Expression of Bacteroides fragilis hemolysins in vivo and role of HlyBA in an intra-abdominal infection model

Leandro A Lobo  1 Audrey L JenkinsC Jeffrey SmithEdson R Rocha
Affiliations

Expression of Bacteroides fragilis hemolysins in vivo and role of HlyBA in an intra-abdominal infection model

Leandro A Lobo et al. Microbiologyopen. 2013 Apr.

Abstract

Bacteroides fragilis is the most frequent opportunistic pathogen isolated from anaerobic infections.
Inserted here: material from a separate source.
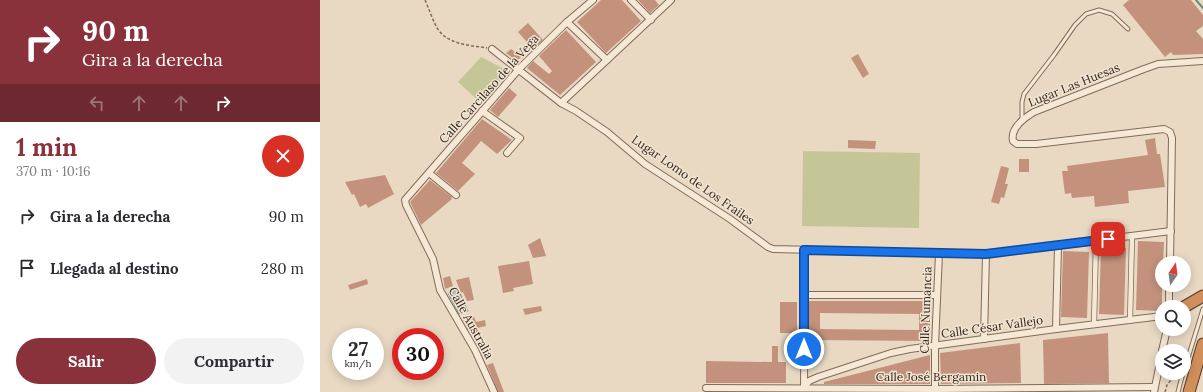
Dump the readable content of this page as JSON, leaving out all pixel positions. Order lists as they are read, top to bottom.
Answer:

However, there is a paucity of information regarding the genetic and molecular aspects of gene expression of its virulence factors during extra-intestinal infections. A potential virulence factor that has received little attention is the ability of B. fragilis to produce hemolysins. In this study, an implanted perforated table tennis "ping-pong" ball was used as an intra-abdominal artificial abscess model in the rat. This procedure provided sufficient infected exudate for gene expression studies in vivo. Real-time reverse transcription polymerase chain reaction (RT-PCR) was used to quantify the relative expression of hlyA, hlyB, hlyC, hlyD, hlyE, hlyF, hlyG, and hlyIII mRNAs. The hlyA mRNA was induced approximately sixfold after 4 days postinfection compared with the mRNA levels in the inoculum culture prior to infection. The hlyB mRNA increased approximately sixfold after 4 days and 12-fold after 8 days postinfection. Expression of hlyC mRNA increased sixfold after 1 day, 45-fold after 4 days, and 16-fold after 8 days postinfection, respectively. The hlyD and hlyE mRNAs were induced approximately 40-fold and 30-fold, respectively, after 4-days postinfection. The hlyF expression increased approximately threefold after 4-days postinfection. hlyG was induced approximately fivefold after 4 and 8 days postinfection. The hlyIII mRNA levels had a steady increase of approximately four-, eight-, and 12-fold following 1, 4, and 8 days postinfection, respectively. These findings suggest that B. fragilis hemolysins are induced and differentially regulated in vivo. Both parent and hlyBA mutant strains reached levels of approximately 3-8 × 10(9) cfu/mL after 1 day postinfection. However, the hlyBA mutant strain lost 2 logs in viable cell counts compared with the parent strain after 8 days postinfection. This is the first study showing HlyBA is a virulence factor which plays a role in B. fragilis survival in an intra-abdominal abscess model.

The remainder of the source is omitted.